Problem Understanding

We are counting ordered pairs of integers $(a, b)$ where $0 \le a \le b$, but not all pairs are valid. The restriction comes from a bitwise condition: when we take the bitwise OR of $a$ and $b$, the result must not exceed $n$. In other words, every bit that appears in either number is allowed only if it does not create a value larger than $n$.

A useful way to think about this is that $a$ and $b$ “merge” their set bits, and the merged number must still lie within the range allowed by $n$. Even if both numbers are individually small, their OR can introduce higher bits, which may push the value beyond $n$.

Each test case gives a different value of $n$, and we must compute how many valid pairs exist for that $n$. Since there can be up to $10^5$ test cases and each $n$ can be as large as $10^9$, we need an $O(1)$ or $O(\log n)$ per test solution. Anything that enumerates pairs directly is immediately too slow because even for a single $n$, there are potentially $O(n^2)$ pairs.

A subtle edge case happens when $n = 0$. Then the only valid pair is $(0, 0)$. Another important case is when $n = 1$, where pairs like $(0,1)$, $(1,1)$, and $(0,0)$ must all be checked carefully against the OR constraint, and naive reasoning often misses that OR does not behave like sum or max.

The key difficulty is that the OR constraint is not separable per number. We cannot independently count valid $a$ and $b$, because the interaction between bits matters.

Approaches

A brute-force solution would iterate over all pairs $(a, b)$ with $0 \le a \le b \le n$, compute $a \mid b$, and check whether it is $\le n$. This is correct but immediately infeasible.
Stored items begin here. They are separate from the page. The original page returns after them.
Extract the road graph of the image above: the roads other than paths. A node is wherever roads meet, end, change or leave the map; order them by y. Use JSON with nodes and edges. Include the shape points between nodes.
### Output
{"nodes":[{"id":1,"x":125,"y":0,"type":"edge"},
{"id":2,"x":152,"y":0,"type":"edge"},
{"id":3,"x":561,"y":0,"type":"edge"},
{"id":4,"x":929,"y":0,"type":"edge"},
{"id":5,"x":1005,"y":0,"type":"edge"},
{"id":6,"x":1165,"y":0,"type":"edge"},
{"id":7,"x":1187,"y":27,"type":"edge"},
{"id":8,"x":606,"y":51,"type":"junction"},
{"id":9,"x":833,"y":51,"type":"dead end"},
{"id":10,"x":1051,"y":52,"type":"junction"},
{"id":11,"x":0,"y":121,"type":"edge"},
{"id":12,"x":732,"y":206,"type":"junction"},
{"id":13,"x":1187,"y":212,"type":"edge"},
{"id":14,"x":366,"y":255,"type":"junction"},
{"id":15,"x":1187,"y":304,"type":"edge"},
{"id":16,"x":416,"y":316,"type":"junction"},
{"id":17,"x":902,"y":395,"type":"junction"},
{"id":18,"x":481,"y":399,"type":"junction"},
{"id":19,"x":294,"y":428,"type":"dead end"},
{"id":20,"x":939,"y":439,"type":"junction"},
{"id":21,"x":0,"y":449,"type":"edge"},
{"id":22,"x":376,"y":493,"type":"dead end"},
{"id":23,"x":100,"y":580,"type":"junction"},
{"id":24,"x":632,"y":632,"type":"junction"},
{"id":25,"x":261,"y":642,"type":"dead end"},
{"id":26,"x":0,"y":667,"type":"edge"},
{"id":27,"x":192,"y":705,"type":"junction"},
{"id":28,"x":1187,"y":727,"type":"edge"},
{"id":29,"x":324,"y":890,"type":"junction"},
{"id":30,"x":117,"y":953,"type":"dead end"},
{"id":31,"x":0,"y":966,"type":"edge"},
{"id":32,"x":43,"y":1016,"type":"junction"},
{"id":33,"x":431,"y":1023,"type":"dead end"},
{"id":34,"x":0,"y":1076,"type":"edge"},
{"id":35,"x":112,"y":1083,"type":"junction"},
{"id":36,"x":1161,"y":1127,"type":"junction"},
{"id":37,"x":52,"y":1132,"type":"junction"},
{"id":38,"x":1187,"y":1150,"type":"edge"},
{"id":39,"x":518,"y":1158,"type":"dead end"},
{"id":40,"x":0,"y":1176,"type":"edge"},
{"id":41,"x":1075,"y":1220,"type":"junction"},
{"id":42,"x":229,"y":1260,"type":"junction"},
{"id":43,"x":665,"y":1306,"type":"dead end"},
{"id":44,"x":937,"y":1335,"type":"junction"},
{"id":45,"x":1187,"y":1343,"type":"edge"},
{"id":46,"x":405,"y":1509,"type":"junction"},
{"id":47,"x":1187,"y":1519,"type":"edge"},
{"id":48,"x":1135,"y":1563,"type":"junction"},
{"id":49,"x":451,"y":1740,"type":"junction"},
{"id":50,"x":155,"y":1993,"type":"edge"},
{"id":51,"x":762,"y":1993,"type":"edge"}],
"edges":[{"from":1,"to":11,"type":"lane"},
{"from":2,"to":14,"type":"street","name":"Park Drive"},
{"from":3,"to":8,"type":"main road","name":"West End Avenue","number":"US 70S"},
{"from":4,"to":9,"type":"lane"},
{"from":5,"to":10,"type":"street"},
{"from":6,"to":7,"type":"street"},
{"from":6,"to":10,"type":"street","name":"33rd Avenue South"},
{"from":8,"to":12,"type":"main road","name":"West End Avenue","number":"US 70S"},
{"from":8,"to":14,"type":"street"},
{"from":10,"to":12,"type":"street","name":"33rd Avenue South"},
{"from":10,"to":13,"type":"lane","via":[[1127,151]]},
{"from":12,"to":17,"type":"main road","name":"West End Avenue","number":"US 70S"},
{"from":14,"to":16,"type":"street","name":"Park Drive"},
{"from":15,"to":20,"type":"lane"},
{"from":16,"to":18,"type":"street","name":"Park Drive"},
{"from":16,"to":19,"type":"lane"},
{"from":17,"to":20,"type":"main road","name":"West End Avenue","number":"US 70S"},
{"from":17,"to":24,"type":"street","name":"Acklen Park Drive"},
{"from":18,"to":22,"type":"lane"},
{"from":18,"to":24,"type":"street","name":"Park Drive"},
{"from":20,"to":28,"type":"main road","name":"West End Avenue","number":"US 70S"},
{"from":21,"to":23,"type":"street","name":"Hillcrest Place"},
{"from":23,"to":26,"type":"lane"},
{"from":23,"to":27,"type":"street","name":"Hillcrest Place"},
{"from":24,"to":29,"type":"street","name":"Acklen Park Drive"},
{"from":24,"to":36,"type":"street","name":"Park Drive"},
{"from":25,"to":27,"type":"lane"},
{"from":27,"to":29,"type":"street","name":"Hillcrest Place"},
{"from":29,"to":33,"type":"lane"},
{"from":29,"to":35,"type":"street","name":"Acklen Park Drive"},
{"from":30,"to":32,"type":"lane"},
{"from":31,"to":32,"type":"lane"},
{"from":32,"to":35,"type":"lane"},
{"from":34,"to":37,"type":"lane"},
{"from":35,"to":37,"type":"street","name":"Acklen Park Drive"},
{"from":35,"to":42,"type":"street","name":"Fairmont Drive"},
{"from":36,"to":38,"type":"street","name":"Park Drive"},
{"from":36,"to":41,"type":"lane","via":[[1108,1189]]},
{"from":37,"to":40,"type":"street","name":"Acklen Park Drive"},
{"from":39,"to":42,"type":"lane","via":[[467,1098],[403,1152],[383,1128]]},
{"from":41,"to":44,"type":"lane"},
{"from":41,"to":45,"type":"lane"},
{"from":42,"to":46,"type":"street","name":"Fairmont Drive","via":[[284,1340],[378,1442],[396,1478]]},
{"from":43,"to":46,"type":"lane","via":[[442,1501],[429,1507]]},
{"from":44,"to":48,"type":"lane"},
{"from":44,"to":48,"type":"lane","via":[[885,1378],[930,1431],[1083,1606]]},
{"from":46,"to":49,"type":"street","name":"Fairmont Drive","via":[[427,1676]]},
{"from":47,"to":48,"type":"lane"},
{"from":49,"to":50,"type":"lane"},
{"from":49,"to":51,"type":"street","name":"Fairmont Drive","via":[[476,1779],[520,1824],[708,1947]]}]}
The number of pairs is about $n(n+1)/2$, which becomes roughly $5 \times 10^{17}$ operations when $n = 10^9$.

The key observation comes from looking at the binary representation of $n$. The condition $a \mid b \le n$ means that the OR result must not introduce a bit pattern that exceeds $n$. The only problematic situation is when the OR produces a number that crosses a boundary bit where $n$ has a zero but a higher bit becomes active due to combining bits from $a$ and $b$.

Instead of thinking in terms of pairs directly, we switch perspective: for each prefix of bits, we count how many valid pairs exist that do not violate the prefix constraint of staying within $n$. This becomes a digit dynamic programming problem over bits, where we track whether we are already strictly below $n$ or still matching its prefix.

We process bits from the most significant bit downward. At each bit, we consider all combinations of bits of $a$ and $b$ at that position, subject to $a \le b$ and the OR constraint. The OR constraint only becomes restrictive when the current prefix of $a \mid b$ would exceed the corresponding prefix of $n$. This allows us to build a DP with a small state space based on tightness to $n$ and ordering constraints between $a$ and $b$.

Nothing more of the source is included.